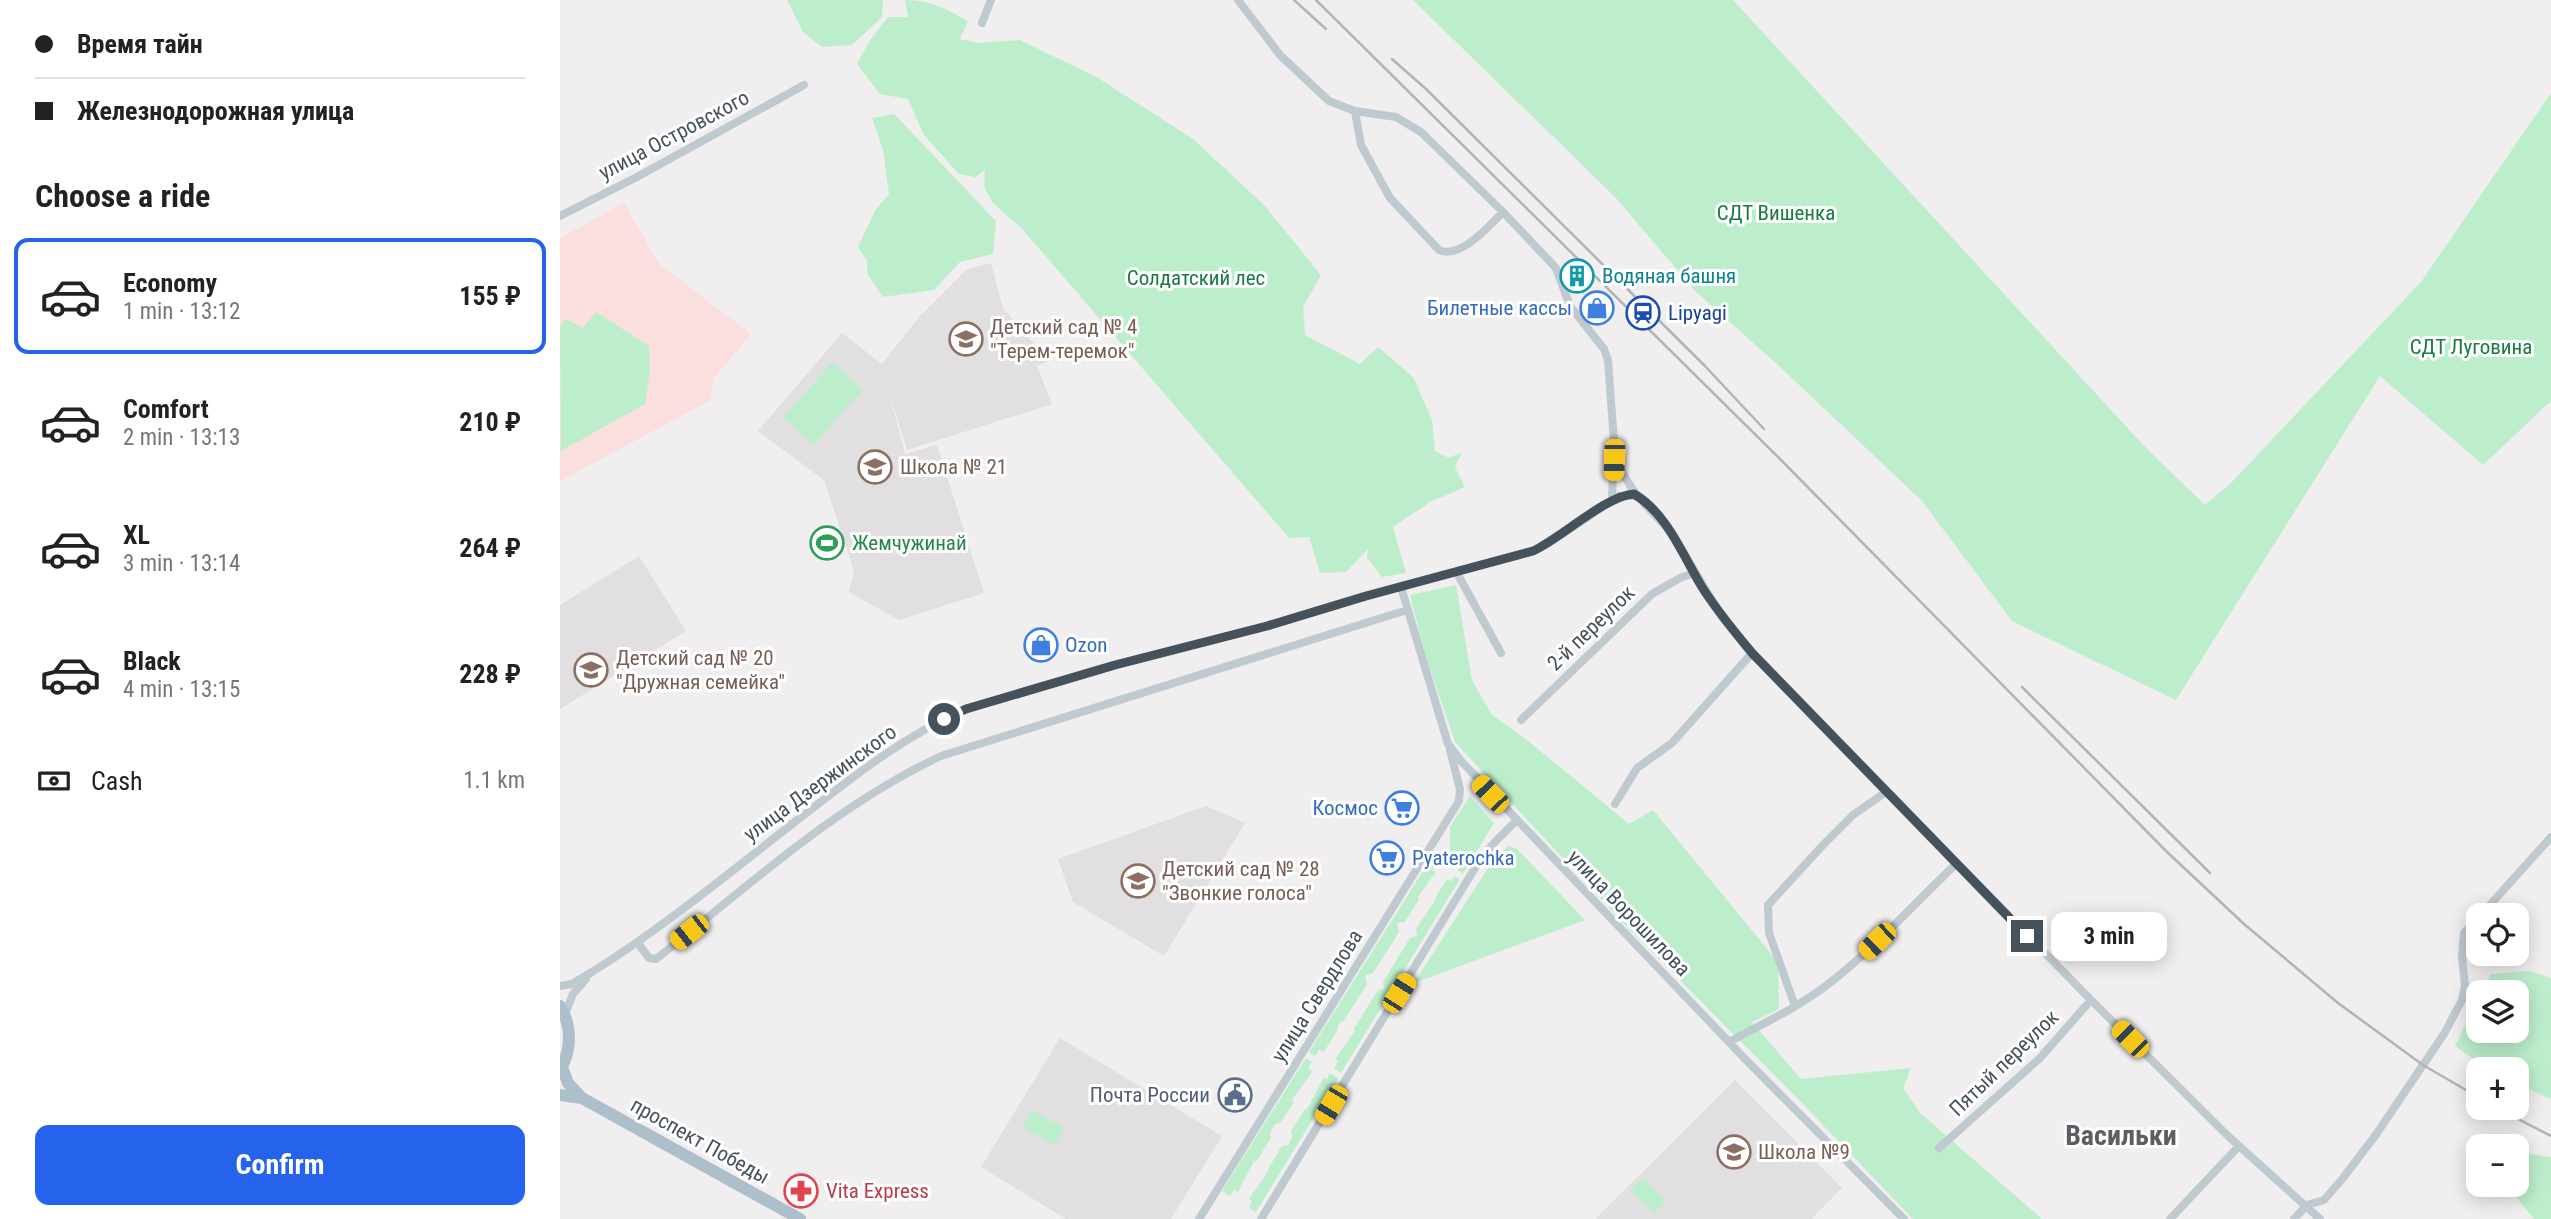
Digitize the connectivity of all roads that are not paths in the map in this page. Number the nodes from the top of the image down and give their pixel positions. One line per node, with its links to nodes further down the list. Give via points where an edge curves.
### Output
1 (991, 0): 3 (street)
2 (1238, 0): 5 (street, via 1280,55 1317,91)
3 (982, 23)
4 (804, 85): 7 (street, улица Островского)
5 (1355, 111): 6 (street, via 1396,117 1421,132); 6 (street, via 1361,145 1390,198 1439,250 1458,250)
6 (1503, 212): 8 (street, via 1556,268 1570,306 1604,349 1610,372)
7 (560, 216)
8 (1614, 460): 9 (street); 10 (street)
9 (1637, 496): 10 (street, улица Дзержинского); 12 (street, via 1671,533)
10 (1612, 500): 11 (street, улица Дзержинского, via 1533,551)
11 (1457, 573): 13 (street, улица Дзержинского); 15 (street)
12 (1694, 573): 16 (street); 17 (street, 2-й переулок, via 1652,594)
13 (1401, 587): 14 (street, улица Ворошилова); 26 (street, улица Дзержинского, via 1115,665 944,719 878,757)
14 (1407, 610): 18 (street, улица Ворошилова); 26 (street, улица Дзержинского, via 941,756 846,812 656,959 649,958)
15 (1501, 653)
16 (1752, 653): 19 (street); 20 (street, via 1672,743 1637,768)
17 (1521, 720)
18 (1448, 744): 21 (street, улица Ворошилова); 40 (street, улица Свердлова, via 1459,801)
19 (1886, 792): 23 (street); 30 (street, via 1853,815 1768,905 1769,933)
20 (1615, 804)
21 (1516, 821): 32 (street, улица Ворошилова); 41 (street, via 1478,863)
22 (2551, 836): 24 (street)
23 (1956, 863): 29 (street); 30 (street, via 1857,961)
24 (2491, 903)
25 (2466, 932): 38 (street, via 2462,1000 2444,1034 2343,1178 2324,1200)
26 (637, 942): 27 (street, улица Дзержинского)
27 (593, 972): 28 (street, улица Дзержинского); 31 (street, улица Дзержинского)
28 (560, 986)
29 (2091, 1000): 36 (street); 37 (street, Пятый переулок, via 2040,1058)
30 (1795, 1006): 32 (street)
31 (563, 1010): 33 (main road, via 570,1038)
32 (1729, 1042): 42 (street, улица Ворошилова)
33 (561, 1069): 35 (main road, проспект Победы)
34 (560, 1095): 35 (main road, проспект Победы)
35 (582, 1098): 39 (main road, проспект Победы)
36 (2239, 1146): 38 (street); 43 (street)
37 (1939, 1148)
38 (2307, 1205): 44 (street); 45 (street)
39 (800, 1219)
40 (1199, 1219)
41 (1262, 1219)
42 (1905, 1219)
43 (2170, 1219)
44 (2294, 1219)
45 (2320, 1219)

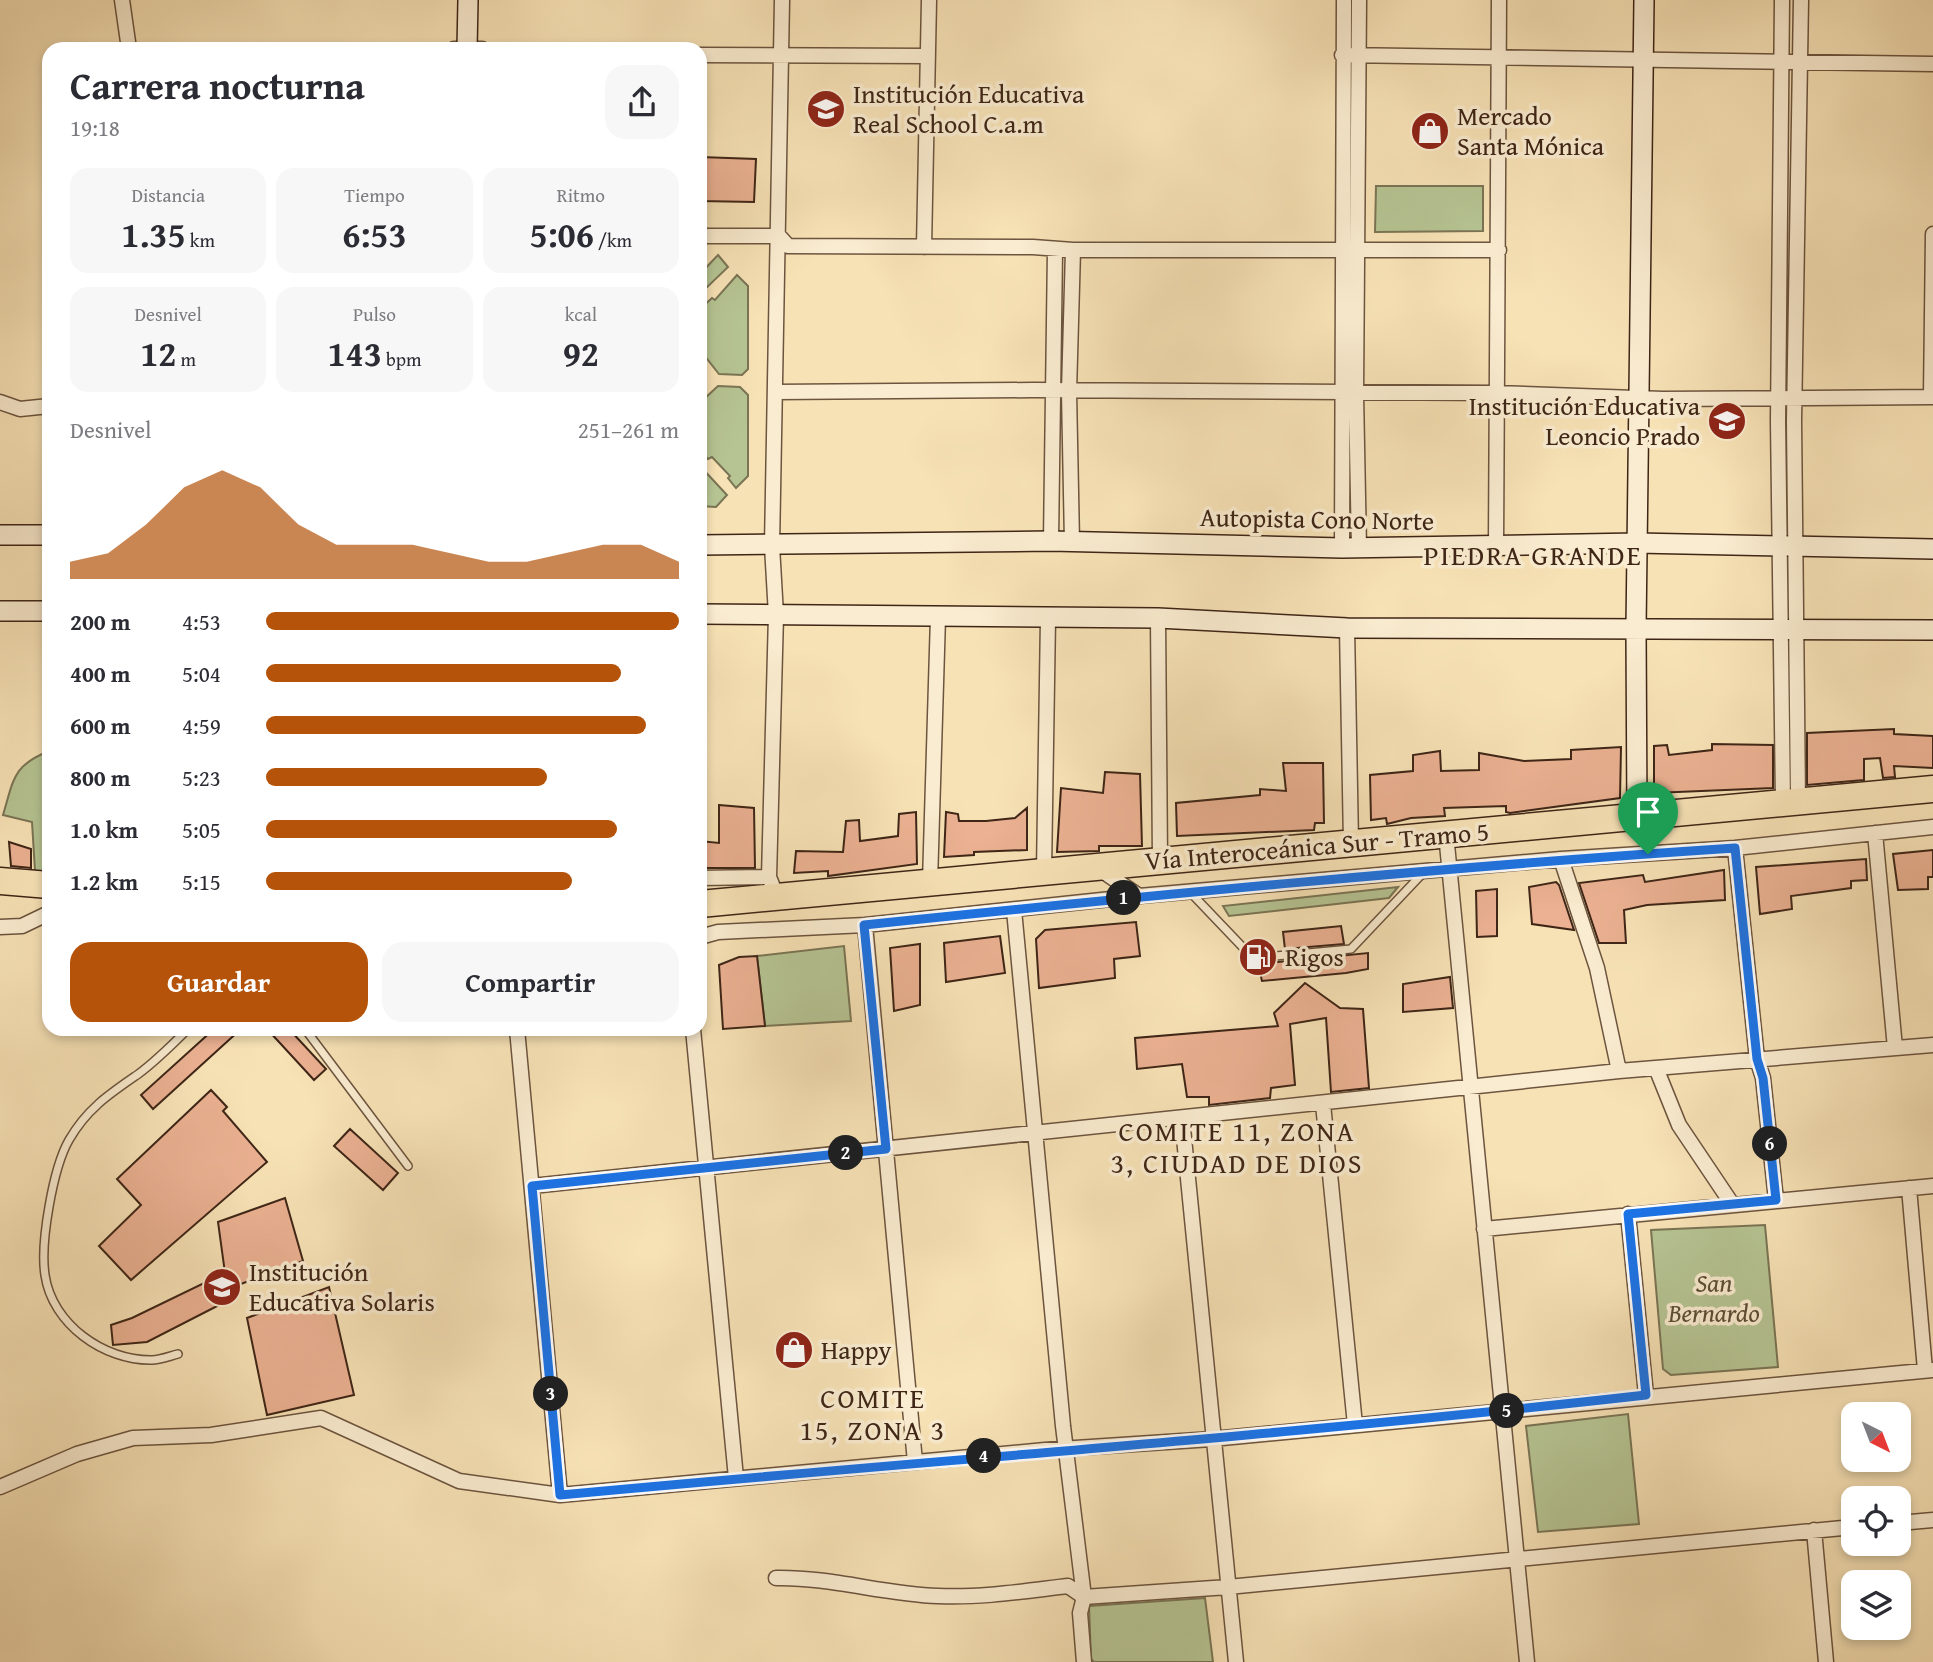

Exercise prompt
Each entry above has to be set down again verbatim, except for its pictures.

Response below
Digitize the connectivity of all roads that are not paths in the map in this page. Number the nodes from the top of the image down and give their pixel positions. One line per node, with its links to nodes further down the list. Give via points where an edge curves.
### Output
1 (991, 0): 3 (street)
2 (1238, 0): 5 (street, via 1280,55 1317,91)
3 (982, 23)
4 (804, 85): 7 (street, улица Островского)
5 (1355, 111): 6 (street, via 1396,117 1421,132); 6 (street, via 1361,145 1390,198 1439,250 1458,250)
6 (1503, 212): 8 (street, via 1556,268 1570,306 1604,349 1610,372)
7 (560, 216)
8 (1614, 460): 9 (street); 10 (street)
9 (1637, 496): 10 (street, улица Дзержинского); 12 (street, via 1671,533)
10 (1612, 500): 11 (street, улица Дзержинского, via 1533,551)
11 (1457, 573): 13 (street, улица Дзержинского); 15 (street)
12 (1694, 573): 16 (street); 17 (street, 2-й переулок, via 1652,594)
13 (1401, 587): 14 (street, улица Ворошилова); 26 (street, улица Дзержинского, via 1115,665 944,719 878,757)
14 (1407, 610): 18 (street, улица Ворошилова); 26 (street, улица Дзержинского, via 941,756 846,812 656,959 649,958)
15 (1501, 653)
16 (1752, 653): 19 (street); 20 (street, via 1672,743 1637,768)
17 (1521, 720)
18 (1448, 744): 21 (street, улица Ворошилова); 40 (street, улица Свердлова, via 1459,801)
19 (1886, 792): 23 (street); 30 (street, via 1853,815 1768,905 1769,933)
20 (1615, 804)
21 (1516, 821): 32 (street, улица Ворошилова); 41 (street, via 1478,863)
22 (2551, 836): 24 (street)
23 (1956, 863): 29 (street); 30 (street, via 1857,961)
24 (2491, 903)
25 (2466, 932): 38 (street, via 2462,1000 2444,1034 2343,1178 2324,1200)
26 (637, 942): 27 (street, улица Дзержинского)
27 (593, 972): 28 (street, улица Дзержинского); 31 (street, улица Дзержинского)
28 (560, 986)
29 (2091, 1000): 36 (street); 37 (street, Пятый переулок, via 2040,1058)
30 (1795, 1006): 32 (street)
31 (563, 1010): 33 (main road, via 570,1038)
32 (1729, 1042): 42 (street, улица Ворошилова)
33 (561, 1069): 35 (main road, проспект Победы)
34 (560, 1095): 35 (main road, проспект Победы)
35 (582, 1098): 39 (main road, проспект Победы)
36 (2239, 1146): 38 (street); 43 (street)
37 (1939, 1148)
38 (2307, 1205): 44 (street); 45 (street)
39 (800, 1219)
40 (1199, 1219)
41 (1262, 1219)
42 (1905, 1219)
43 (2170, 1219)
44 (2294, 1219)
45 (2320, 1219)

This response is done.